__DATA TO PROCESS__.
━━━━━━━━━━━━━━━━
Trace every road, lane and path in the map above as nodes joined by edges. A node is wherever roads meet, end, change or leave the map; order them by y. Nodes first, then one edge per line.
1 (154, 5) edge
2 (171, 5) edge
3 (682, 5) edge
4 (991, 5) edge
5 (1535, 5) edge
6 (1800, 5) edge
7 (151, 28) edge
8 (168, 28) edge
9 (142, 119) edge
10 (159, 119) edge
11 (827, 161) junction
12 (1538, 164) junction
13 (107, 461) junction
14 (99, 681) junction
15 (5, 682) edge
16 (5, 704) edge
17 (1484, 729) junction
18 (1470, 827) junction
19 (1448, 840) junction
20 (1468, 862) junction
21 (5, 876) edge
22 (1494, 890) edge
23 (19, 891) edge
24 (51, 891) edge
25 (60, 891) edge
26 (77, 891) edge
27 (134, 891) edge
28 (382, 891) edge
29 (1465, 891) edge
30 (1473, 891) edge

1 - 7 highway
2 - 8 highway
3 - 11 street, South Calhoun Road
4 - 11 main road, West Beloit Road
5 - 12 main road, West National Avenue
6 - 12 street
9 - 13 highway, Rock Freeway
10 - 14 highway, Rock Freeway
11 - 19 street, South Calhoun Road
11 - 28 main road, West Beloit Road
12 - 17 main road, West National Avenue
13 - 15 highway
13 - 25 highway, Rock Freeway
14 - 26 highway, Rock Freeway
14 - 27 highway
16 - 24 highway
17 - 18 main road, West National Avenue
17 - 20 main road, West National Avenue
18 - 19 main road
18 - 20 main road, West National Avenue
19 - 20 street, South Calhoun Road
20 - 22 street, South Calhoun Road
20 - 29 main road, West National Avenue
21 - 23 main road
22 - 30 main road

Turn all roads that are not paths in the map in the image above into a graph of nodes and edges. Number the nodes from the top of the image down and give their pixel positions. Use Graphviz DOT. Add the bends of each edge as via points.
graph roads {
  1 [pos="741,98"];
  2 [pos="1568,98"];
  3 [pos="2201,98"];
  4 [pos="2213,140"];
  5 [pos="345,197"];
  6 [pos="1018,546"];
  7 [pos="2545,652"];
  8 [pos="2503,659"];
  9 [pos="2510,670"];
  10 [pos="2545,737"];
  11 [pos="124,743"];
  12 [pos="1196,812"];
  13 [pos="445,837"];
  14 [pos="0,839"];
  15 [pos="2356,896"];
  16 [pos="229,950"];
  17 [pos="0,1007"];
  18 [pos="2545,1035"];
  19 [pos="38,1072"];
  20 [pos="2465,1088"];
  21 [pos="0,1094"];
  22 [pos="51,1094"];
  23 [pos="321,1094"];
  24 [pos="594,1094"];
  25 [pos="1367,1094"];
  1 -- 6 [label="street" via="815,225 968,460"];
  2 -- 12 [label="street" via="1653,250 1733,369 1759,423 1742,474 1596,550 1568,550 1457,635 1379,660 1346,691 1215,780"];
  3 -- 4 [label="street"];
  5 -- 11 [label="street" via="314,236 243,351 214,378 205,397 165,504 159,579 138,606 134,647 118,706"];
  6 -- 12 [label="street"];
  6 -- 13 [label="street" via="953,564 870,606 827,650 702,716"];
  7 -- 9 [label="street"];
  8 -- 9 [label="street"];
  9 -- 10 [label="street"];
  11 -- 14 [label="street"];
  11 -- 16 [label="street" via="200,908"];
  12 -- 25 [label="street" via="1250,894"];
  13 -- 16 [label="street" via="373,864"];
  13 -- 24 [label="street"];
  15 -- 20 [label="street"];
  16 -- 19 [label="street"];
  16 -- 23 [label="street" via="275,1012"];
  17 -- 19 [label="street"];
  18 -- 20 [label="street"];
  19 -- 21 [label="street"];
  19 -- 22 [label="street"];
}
━━━━━━━━━━━━━━━━
__REQUIRED ACTION__.
Reproduce all the records precisely.

__ANSWER SECTION__.
Trace every road, lane and path in the map above as nodes joined by edges. A node is wherever roads meet, end, change or leave the map; order them by y. Nodes first, then one edge per line.
1 (154, 5) edge
2 (171, 5) edge
3 (682, 5) edge
4 (991, 5) edge
5 (1535, 5) edge
6 (1800, 5) edge
7 (151, 28) edge
8 (168, 28) edge
9 (142, 119) edge
10 (159, 119) edge
11 (827, 161) junction
12 (1538, 164) junction
13 (107, 461) junction
14 (99, 681) junction
15 (5, 682) edge
16 (5, 704) edge
17 (1484, 729) junction
18 (1470, 827) junction
19 (1448, 840) junction
20 (1468, 862) junction
21 (5, 876) edge
22 (1494, 890) edge
23 (19, 891) edge
24 (51, 891) edge
25 (60, 891) edge
26 (77, 891) edge
27 (134, 891) edge
28 (382, 891) edge
29 (1465, 891) edge
30 (1473, 891) edge

1 - 7 highway
2 - 8 highway
3 - 11 street, South Calhoun Road
4 - 11 main road, West Beloit Road
5 - 12 main road, West National Avenue
6 - 12 street
9 - 13 highway, Rock Freeway
10 - 14 highway, Rock Freeway
11 - 19 street, South Calhoun Road
11 - 28 main road, West Beloit Road
12 - 17 main road, West National Avenue
13 - 15 highway
13 - 25 highway, Rock Freeway
14 - 26 highway, Rock Freeway
14 - 27 highway
16 - 24 highway
17 - 18 main road, West National Avenue
17 - 20 main road, West National Avenue
18 - 19 main road
18 - 20 main road, West National Avenue
19 - 20 street, South Calhoun Road
20 - 22 street, South Calhoun Road
20 - 29 main road, West National Avenue
21 - 23 main road
22 - 30 main road

Turn all roads that are not paths in the map in the image above into a graph of nodes and edges. Number the nodes from the top of the image down and give their pixel positions. Use Graphviz DOT. Add the bends of each edge as via points.
graph roads {
  1 [pos="741,98"];
  2 [pos="1568,98"];
  3 [pos="2201,98"];
  4 [pos="2213,140"];
  5 [pos="345,197"];
  6 [pos="1018,546"];
  7 [pos="2545,652"];
  8 [pos="2503,659"];
  9 [pos="2510,670"];
  10 [pos="2545,737"];
  11 [pos="124,743"];
  12 [pos="1196,812"];
  13 [pos="445,837"];
  14 [pos="0,839"];
  15 [pos="2356,896"];
  16 [pos="229,950"];
  17 [pos="0,1007"];
  18 [pos="2545,1035"];
  19 [pos="38,1072"];
  20 [pos="2465,1088"];
  21 [pos="0,1094"];
  22 [pos="51,1094"];
  23 [pos="321,1094"];
  24 [pos="594,1094"];
  25 [pos="1367,1094"];
  1 -- 6 [label="street" via="815,225 968,460"];
  2 -- 12 [label="street" via="1653,250 1733,369 1759,423 1742,474 1596,550 1568,550 1457,635 1379,660 1346,691 1215,780"];
  3 -- 4 [label="street"];
  5 -- 11 [label="street" via="314,236 243,351 214,378 205,397 165,504 159,579 138,606 134,647 118,706"];
  6 -- 12 [label="street"];
  6 -- 13 [label="street" via="953,564 870,606 827,650 702,716"];
  7 -- 9 [label="street"];
  8 -- 9 [label="street"];
  9 -- 10 [label="street"];
  11 -- 14 [label="street"];
  11 -- 16 [label="street" via="200,908"];
  12 -- 25 [label="street" via="1250,894"];
  13 -- 16 [label="street" via="373,864"];
  13 -- 24 [label="street"];
  15 -- 20 [label="street"];
  16 -- 19 [label="street"];
  16 -- 23 [label="street" via="275,1012"];
  17 -- 19 [label="street"];
  18 -- 20 [label="street"];
  19 -- 21 [label="street"];
  19 -- 22 [label="street"];
}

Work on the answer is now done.